The Times reports that a man is suspected to have killed his partner and than killed himself. It also reports comments by Joseph Muscat that future amendments to the divorce law should be subject to a referendum or an election.

The Malta Independent reports how Parliament will vote for the first time on divorce today.

MaltaToday  says Mepa is shifting goalposts to sanction illegal buildings. It also says that Albert Mizzi is not interested in buying Air Malta.

In-Nazzjon reports how a group of Air Malta workers filed a judicial protest against the Airline Pilots Association, which is threatening to strike.

l-orizzont says only a quarter of funds meant to reduce hospital waiting lists have been used.

The overseas press

France says it has had contacts with envoys from Muammar Gaddafi who say the Libyan leader was "prepared to leave". Foreign Minister Alain Juppe told French radio the Libyan regime was sending messengers everywhere – “to Turkey, to New York, to Paris” – offering to discuss Col Gaddafi's exit. But, he added, such contacts did not constitute negotiations. "There are contacts but it's not a negotiation proper at this stage." Mr Juppe did not say who the emissaries were.

Meanwhile, France 24 reports that the French Parliament has voted to pursue France’s participation in NATO operations in Libya, four months after the first airstrikes against forces loyal to Gaddafi to protect civilians. Hours after the vote, Libyan government spokesman Mussa Ibrahim said Tripoli regretted France’s decision to prolong the country's military intervention.

The Wall Street Journal says EU governments have committed at a meeting on Tuesday to backstop banks that fail stress tests. Ahead of the publication of financial-sector stress test results on Friday, officials said all vulnerable banks must recapitalize themselves, be recapitalized by their governments or restructure.

The Financial Times reports that Italy’s borrowing costs soared to their highest level in over a decade amid highly volatile trading as market contagion from Greece forced Silvio Berlusconi to appeal for national unity and sacrifices to cut the nation’s debt mountain. The paper says the Italian prime minister’s appeal – the most sombre in his three years in charge of his centre-right government – was intended to rebut widespread criticism in the Italian media and the markets that his coalition was rudderless and divided by disputes between him and Fnance Mnister Giulio Tremonti.

The Irish Examiner says international credit agency Moody’s has downgraded the Republic of Ireland’s credit rating to junk status, making it even more expensive for the country to borrow money. The decision came a week after the agency did the same for Portugal. Moody’s says it believed both countries might need a second financial bailout. The move by Moody’s came despite EU finance ministers agreeing measures to ease pressure on struggling European countries.

New Europe reports the EU Commission's internal market commissioner Michel Barnier has put credit rating agencies on warning, saying he wanted “to have transparency concerning their methods, particularly when they're rating countries”. He questioned an agency's ability to downgrade countries in international programmes, particularly when they have the support of other governments and institutions.

The BBC says global media giant News Corporation, which is reeling from a huge scandal over phone hacking in Britain, has announced that it was to buy back $5 million-worth of its own stock in the United States. Initially, the move, to halt the scandal-driven slide in its share price on Wall Street, was successful but the gains were later wiped out.
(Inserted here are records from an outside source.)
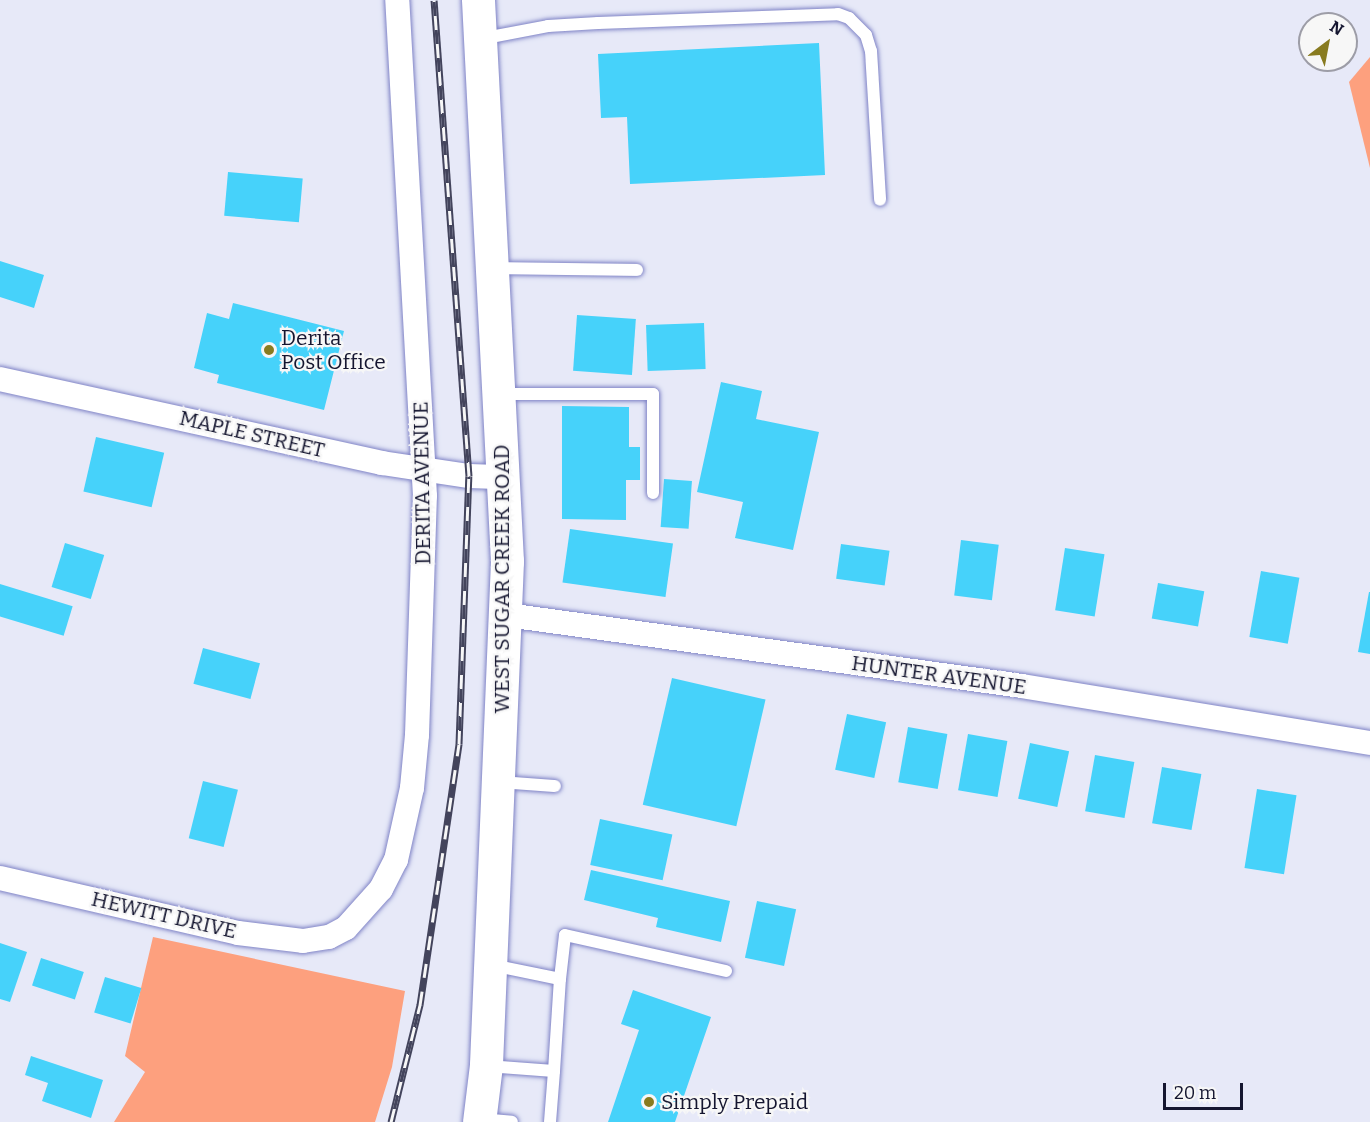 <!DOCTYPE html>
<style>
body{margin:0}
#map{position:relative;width:1370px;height:1122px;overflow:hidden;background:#e7e9f8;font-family:Bitter,serif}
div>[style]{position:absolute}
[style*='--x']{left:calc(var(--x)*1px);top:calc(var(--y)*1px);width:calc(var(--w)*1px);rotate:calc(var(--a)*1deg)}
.green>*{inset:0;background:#fda07e}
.building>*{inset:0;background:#46d2fa;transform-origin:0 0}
.roads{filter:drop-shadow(0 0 2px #7f83c6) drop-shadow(0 0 2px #7f83c6)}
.service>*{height:12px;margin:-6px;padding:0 6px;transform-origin:6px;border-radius:6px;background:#fff}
.minor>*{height:24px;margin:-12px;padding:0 12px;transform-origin:12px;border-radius:12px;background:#fff}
.secondary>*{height:33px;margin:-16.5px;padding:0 16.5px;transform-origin:16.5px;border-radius:16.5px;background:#fff}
.rail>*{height:7px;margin-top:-3.5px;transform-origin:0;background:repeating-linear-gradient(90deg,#f7f7f7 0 14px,#43445c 0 28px);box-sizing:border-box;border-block:2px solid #43445c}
.dots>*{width:16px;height:16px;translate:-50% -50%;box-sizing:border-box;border:3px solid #f7f7f7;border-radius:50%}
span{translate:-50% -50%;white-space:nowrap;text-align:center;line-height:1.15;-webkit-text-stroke:4.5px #f7f7f7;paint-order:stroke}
.poi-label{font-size:21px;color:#151630}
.left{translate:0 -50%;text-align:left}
.street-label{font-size:21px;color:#151630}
.north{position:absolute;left:1298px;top:12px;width:60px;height:60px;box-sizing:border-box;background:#f7f7f7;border:2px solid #9d9da7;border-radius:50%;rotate:32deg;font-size:16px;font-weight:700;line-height:24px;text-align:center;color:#151630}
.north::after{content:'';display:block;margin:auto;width:21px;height:27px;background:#887b20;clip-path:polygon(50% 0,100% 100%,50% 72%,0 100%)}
.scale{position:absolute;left:1163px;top:1083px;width:80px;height:27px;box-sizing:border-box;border:3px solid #151630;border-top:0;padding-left:8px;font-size:18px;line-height:21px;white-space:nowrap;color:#151630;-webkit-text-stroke:4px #f7f7f7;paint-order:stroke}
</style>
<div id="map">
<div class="green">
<i style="clip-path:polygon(1370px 57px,1370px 168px,1349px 82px)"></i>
<i style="clip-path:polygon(153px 937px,405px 991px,392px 1067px,375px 1122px,114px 1122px,145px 1072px,125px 1056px)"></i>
</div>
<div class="building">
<i style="clip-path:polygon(819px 43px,825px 175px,630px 184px,627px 117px,601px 118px,598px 54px)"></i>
<i style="left:228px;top:172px;width:75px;height:44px;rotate:5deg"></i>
<i style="clip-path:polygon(0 261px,44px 275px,34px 308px,0 297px)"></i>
<i style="clip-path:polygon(233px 303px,344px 331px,324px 410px,217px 383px,219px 375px,194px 368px,207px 313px,229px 319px)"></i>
<i style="left:577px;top:315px;width:59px;height:56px;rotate:4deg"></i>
<i style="left:704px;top:323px;width:46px;height:58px;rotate:88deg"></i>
<i style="clip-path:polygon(721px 382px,762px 391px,756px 419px,819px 432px,793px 550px,735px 538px,743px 502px,697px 492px)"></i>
<i style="clip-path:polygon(562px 406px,629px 407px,629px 447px,640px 447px,640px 480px,626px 480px,626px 520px,562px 519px)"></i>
<i style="left:96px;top:437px;width:70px;height:56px;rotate:13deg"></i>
<i style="left:664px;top:479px;width:28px;height:48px;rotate:4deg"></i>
<i style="left:570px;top:529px;width:104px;height:54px;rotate:8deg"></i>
<i style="left:961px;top:540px;width:38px;height:56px;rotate:7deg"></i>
<i style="left:65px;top:543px;width:41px;height:46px;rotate:17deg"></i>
<i style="left:841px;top:544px;width:49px;height:35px;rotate:8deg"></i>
<i style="left:1065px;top:548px;width:40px;height:63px;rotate:9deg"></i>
<i style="left:1261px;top:571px;width:39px;height:67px;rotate:10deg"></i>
<i style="left:1158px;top:583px;width:47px;height:36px;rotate:10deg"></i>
<i style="left:0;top:584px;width:76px;height:31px;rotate:17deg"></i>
<i style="clip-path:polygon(1369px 592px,1370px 592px,1370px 654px,1358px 652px)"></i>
<i style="left:203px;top:648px;width:59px;height:37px;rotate:15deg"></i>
<i style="left:672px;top:678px;width:96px;height:130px;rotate:13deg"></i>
<i style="left:847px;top:714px;width:40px;height:57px;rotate:12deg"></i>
<i style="left:908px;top:727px;width:40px;height:56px;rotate:10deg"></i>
<i style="left:968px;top:734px;width:40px;height:57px;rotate:10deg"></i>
<i style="left:1030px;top:743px;width:40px;height:57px;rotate:12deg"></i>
<i style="left:1095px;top:755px;width:40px;height:57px;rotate:10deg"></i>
<i style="left:1162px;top:767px;width:40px;height:57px;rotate:10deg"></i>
<i style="left:203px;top:781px;width:36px;height:59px;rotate:14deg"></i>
<i style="left:1257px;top:789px;width:40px;height:80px;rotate:9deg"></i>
<i style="left:600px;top:819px;width:74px;height:47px;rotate:12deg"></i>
<i style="clip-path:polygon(591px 870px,730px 901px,721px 942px,656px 927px,658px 918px,584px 900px)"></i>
<i style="left:757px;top:901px;width:40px;height:58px;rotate:12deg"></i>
<i style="clip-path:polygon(0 943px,27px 952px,10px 1002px,0 999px)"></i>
<i style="left:41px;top:958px;width:45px;height:29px;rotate:18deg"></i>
<i style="left:105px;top:977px;width:38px;height:37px;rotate:17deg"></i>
<i style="clip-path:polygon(633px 990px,711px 1017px,675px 1122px,608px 1122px,639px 1030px,621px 1024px)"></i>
<i style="clip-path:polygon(31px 1056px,103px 1080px,91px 1118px,42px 1101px,48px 1083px,25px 1075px)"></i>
</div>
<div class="roads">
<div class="service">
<i style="--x:480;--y:39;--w:69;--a:-10.8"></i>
<i style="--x:548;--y:26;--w:50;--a:-3.4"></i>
<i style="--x:598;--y:23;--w:240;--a:-2.1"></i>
<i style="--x:838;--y:14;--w:12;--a:20"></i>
<i style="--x:849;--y:18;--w:24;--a:45"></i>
<i style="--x:866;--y:35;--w:17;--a:73"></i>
<i style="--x:871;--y:51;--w:149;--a:86.5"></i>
<i style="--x:494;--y:268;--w:143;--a:0.8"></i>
<i style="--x:501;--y:394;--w:152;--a:0"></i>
<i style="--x:653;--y:394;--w:99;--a:90"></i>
<i style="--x:499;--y:782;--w:56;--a:4.1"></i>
<i style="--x:560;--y:979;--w:44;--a:-83.5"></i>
<i style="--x:565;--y:935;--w:165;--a:12.6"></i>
<i style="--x:487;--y:1066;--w:67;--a:4.3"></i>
<i style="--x:554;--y:1071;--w:92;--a:-86.3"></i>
<i style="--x:560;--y:979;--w:69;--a:-168.4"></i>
<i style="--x:480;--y:1119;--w:32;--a:5"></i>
<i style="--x:550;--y:1122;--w:51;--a:-85.5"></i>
</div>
<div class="minor">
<i style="--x:0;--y:379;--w:391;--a:12.4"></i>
<i style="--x:382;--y:463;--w:88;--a:8.5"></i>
<i style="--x:469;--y:476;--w:36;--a:2"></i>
<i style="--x:507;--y:615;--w:520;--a:7.85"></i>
<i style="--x:1022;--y:686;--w:353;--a:9.3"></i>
<i style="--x:0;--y:878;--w:244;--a:13"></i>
<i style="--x:238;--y:933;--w:65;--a:7"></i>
<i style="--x:303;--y:941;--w:26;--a:-9"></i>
<i style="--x:329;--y:937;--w:19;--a:-28"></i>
<i style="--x:346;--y:928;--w:52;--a:-48.1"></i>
<i style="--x:381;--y:889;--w:33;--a:-63"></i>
<i style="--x:396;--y:860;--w:74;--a:-77.5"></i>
<i style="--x:412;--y:788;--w:53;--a:-84.6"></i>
<i style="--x:417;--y:735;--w:239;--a:-88.1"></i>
<i style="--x:425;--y:496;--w:497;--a:-93.2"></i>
</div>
<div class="secondary">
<i style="--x:478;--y:0;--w:562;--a:87.04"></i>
<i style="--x:507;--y:561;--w:504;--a:92.39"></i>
<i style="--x:486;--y:1065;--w:57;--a:97"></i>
</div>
</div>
<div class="rail">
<i style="--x:391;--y:1122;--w:121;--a:-76.1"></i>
<i style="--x:420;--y:1005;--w:264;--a:-81.5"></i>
<i style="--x:459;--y:744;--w:268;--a:-87.9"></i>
<i style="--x:469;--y:476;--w:477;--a:-94.2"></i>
</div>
<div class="dots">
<i style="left:269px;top:350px;background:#887b20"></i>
<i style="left:649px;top:1102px;background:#887b20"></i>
</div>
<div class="poi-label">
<span class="left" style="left:281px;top:350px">Derita<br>Post Office</span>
<span class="left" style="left:661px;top:1102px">Simply Prepaid</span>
</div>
<div class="street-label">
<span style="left:252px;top:434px;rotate:13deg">MAPLE STREET</span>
<span style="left:422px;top:483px;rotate:-91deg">DERITA AVENUE</span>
<span style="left:502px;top:579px;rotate:-90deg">WEST SUGAR CREEK ROAD</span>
<span style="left:939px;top:675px;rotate:8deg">HUNTER AVENUE</span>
<span style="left:164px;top:915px;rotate:13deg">HEWITT DRIVE</span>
</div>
<div class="north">N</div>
<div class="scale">20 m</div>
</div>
In the UK, the Daily Mirror says the phone hacking scandal has wiped £6 billion (€6.83 billion) off Rupert Murdoch's fortune. The Daily Telegraph reports senior executives at News International could be investigated by police after Met detectives accused them of attempting to thwart the first phone hacking investigation. The Sun claims former Prime Minister Gordon Brown's allegations that the paper hacked into his son's medical records were false. The Independent front page is also about the hacking scandal: it leads with the call from David Cameron, Nick Clegg and Ed Miliband for Rupert Murdoch to drop his BSkyB takeover bid.

A leading senator in the United States has called for an investigation into whether the alleged phone-hacking in Britain by News Corp. had broken American laws. Bloomberg quotes John Rockefeller saying he was also concerned that the phone hacking extended to relatives of people killed in the September 11 attacks.

Deutsche Welle quotes ILO officials saying the organization had received an encouraging response from several countries about their willingness to join the Convention on Domestic Workers. ILO delegates adopted the treaty last month by 396 votes in favour, 16 against and 63 abstentions. It ensures domestic workers the same rights as other workers: vacation time, maternity leave and social security.

According to Jakarta Post, a bomb-maker was killed by his own device as he tried to give Islamic school pupils a lesson in how to make explosives. Police in Indonesia said he appeared to be the victim of a homemade bomb being prepared to attack officers. The school has been sealed off by two platoons of soldiers while investigations continue.